====== Records for this exercise ======

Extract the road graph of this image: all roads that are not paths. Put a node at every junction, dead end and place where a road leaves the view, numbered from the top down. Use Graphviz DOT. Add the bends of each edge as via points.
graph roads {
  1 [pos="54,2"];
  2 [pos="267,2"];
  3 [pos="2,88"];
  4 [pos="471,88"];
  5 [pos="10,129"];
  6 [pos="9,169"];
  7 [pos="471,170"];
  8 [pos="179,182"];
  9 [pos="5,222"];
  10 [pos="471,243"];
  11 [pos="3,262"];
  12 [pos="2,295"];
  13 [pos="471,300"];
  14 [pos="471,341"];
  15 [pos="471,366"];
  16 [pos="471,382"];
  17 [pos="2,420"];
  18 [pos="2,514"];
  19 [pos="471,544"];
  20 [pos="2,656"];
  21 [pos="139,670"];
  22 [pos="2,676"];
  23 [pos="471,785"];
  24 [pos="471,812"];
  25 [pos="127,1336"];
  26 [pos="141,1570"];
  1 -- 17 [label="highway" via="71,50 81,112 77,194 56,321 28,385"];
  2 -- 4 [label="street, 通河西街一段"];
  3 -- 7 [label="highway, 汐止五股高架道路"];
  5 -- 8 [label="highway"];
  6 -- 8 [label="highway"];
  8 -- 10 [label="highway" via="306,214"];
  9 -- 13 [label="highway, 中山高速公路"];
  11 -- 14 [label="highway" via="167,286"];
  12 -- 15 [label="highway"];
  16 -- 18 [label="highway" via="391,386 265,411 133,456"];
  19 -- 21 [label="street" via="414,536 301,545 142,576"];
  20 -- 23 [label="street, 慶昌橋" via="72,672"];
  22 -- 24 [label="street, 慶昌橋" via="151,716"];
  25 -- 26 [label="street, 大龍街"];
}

======

Exercise description =
Retype the material above in full, keeping every word as it stands.

Output of the exercise =
Extract the road graph of this image: all roads that are not paths. Put a node at every junction, dead end and place where a road leaves the view, numbered from the top down. Use Graphviz DOT. Add the bends of each edge as via points.
graph roads {
  1 [pos="54,2"];
  2 [pos="267,2"];
  3 [pos="2,88"];
  4 [pos="471,88"];
  5 [pos="10,129"];
  6 [pos="9,169"];
  7 [pos="471,170"];
  8 [pos="179,182"];
  9 [pos="5,222"];
  10 [pos="471,243"];
  11 [pos="3,262"];
  12 [pos="2,295"];
  13 [pos="471,300"];
  14 [pos="471,341"];
  15 [pos="471,366"];
  16 [pos="471,382"];
  17 [pos="2,420"];
  18 [pos="2,514"];
  19 [pos="471,544"];
  20 [pos="2,656"];
  21 [pos="139,670"];
  22 [pos="2,676"];
  23 [pos="471,785"];
  24 [pos="471,812"];
  25 [pos="127,1336"];
  26 [pos="141,1570"];
  1 -- 17 [label="highway" via="71,50 81,112 77,194 56,321 28,385"];
  2 -- 4 [label="street, 通河西街一段"];
  3 -- 7 [label="highway, 汐止五股高架道路"];
  5 -- 8 [label="highway"];
  6 -- 8 [label="highway"];
  8 -- 10 [label="highway" via="306,214"];
  9 -- 13 [label="highway, 中山高速公路"];
  11 -- 14 [label="highway" via="167,286"];
  12 -- 15 [label="highway"];
  16 -- 18 [label="highway" via="391,386 265,411 133,456"];
  19 -- 21 [label="street" via="414,536 301,545 142,576"];
  20 -- 23 [label="street, 慶昌橋" via="72,672"];
  22 -- 24 [label="street, 慶昌橋" via="151,716"];
  25 -- 26 [label="street, 大龍街"];
}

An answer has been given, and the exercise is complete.